A Class of N=1 Dual String Pairs and its Modular Superpotential

TL;DR

The paper probes N=1 dual string pairs by comparing F-theory compactifications with modular superpotentials to dual heterotic models on CY^{19,19}, deriving the spectrum from fourfold cohomology and relating heterotic bundle moduli and fivebranes to F-theory data. It shows that F-theory superpotentials are generated by worldvolume instantons wrapping rational curves, and that a modular correction factor, captured by η(τ)^{-12}, is necessary to preserve modular weight and duality consistency, with curve-counting arguments from mirror symmetry supporting this correction.

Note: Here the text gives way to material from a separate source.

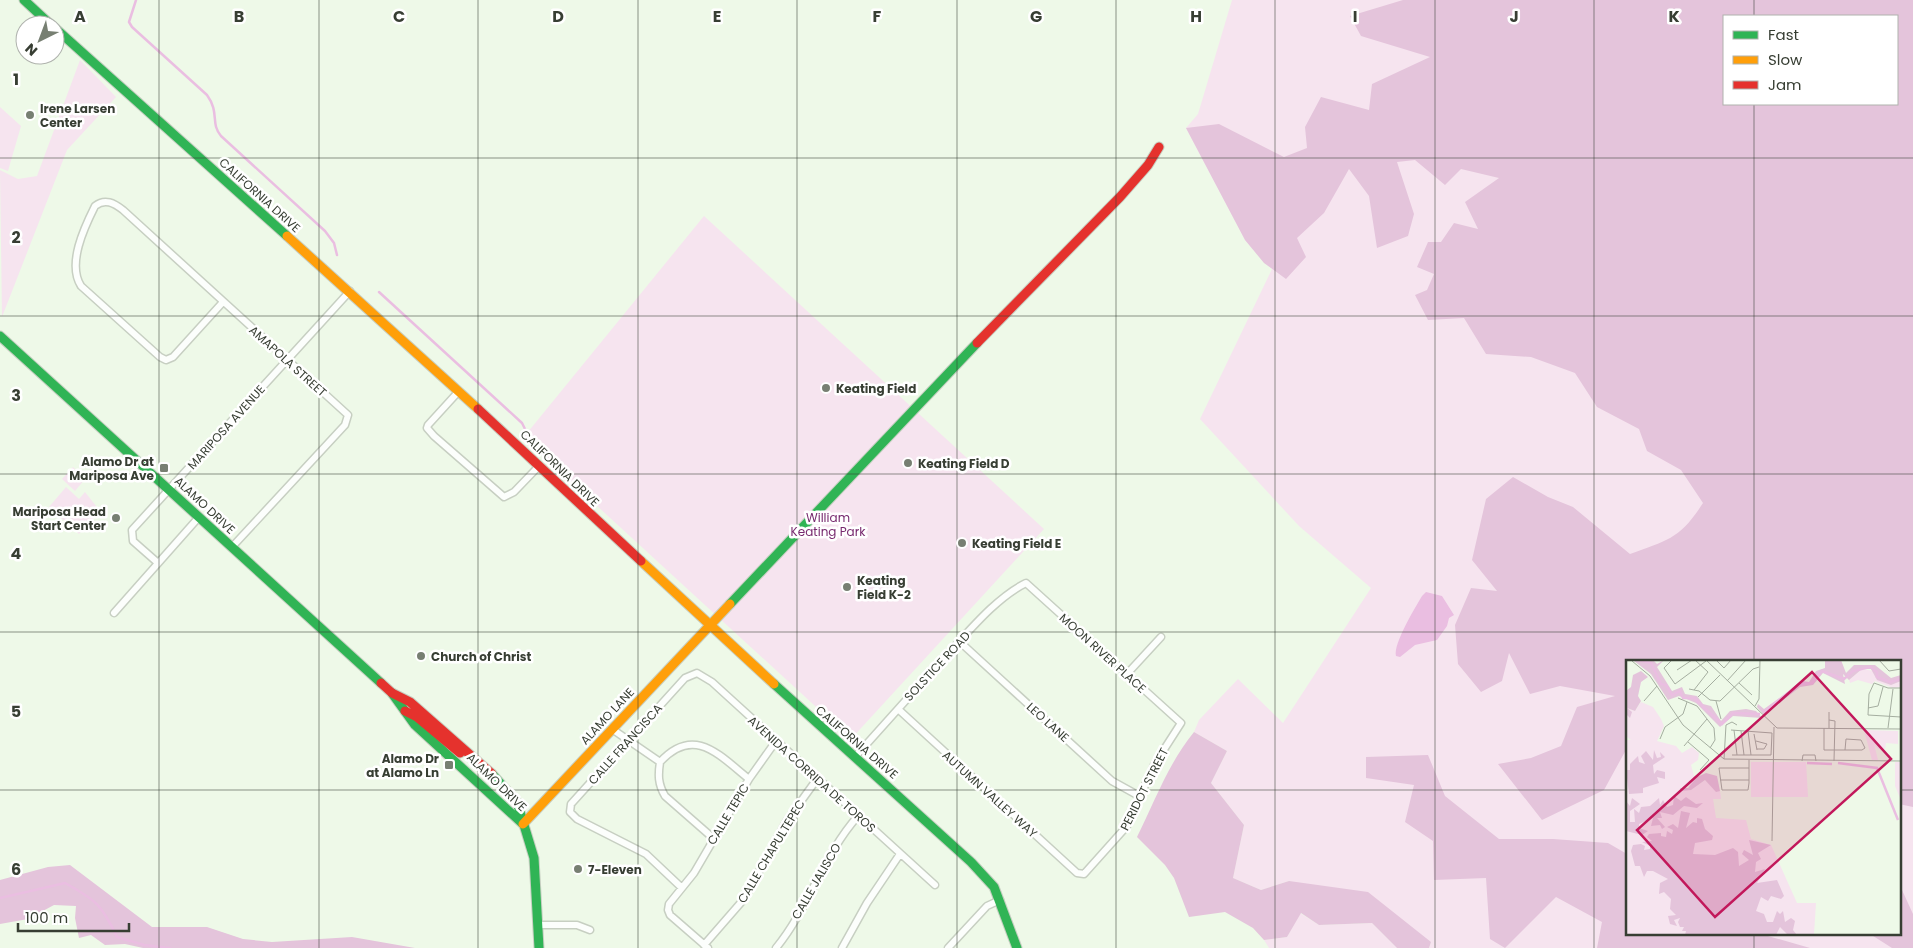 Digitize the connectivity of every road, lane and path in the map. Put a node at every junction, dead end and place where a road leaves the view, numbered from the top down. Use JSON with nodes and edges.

On the heterotic side, the superpotential arises from worldsheet instantons producing a product of E8 theta-functions, and the modular structure matches the F-theory computation under a diagonal T-duality limit. Together, these results provide a concrete check of N=1 duality between F-theory and heterotic vacua and illuminate how modularity and instanton effects underpin the effective superpotential in these compactifications.

Abstract

We compare the N=1 F-theory compactification of Donagi, Grassi and Witten with modular superpotential - and some closely related models - to dual heterotic models. We read of the F-theory spectrum from the cohomology of the fourfold and discuss on the heterotic side the gauge bundle moduli sector (including the spectral surface) and the necessary fivebranes. Then we consider the N=1 superpotential and show how a heterotic superpotential matching the F-theory computation is built up by worldsheet instantons. Finally we discuss how the original modular superpotential should be corrected by an additional modular correction factor, which on the F-theory side matches nicely with a `curve counting function' for the del Pezzo surface. On the heterotic side we derive the same factor demanding correct T-duality transformation properties of the superpotential.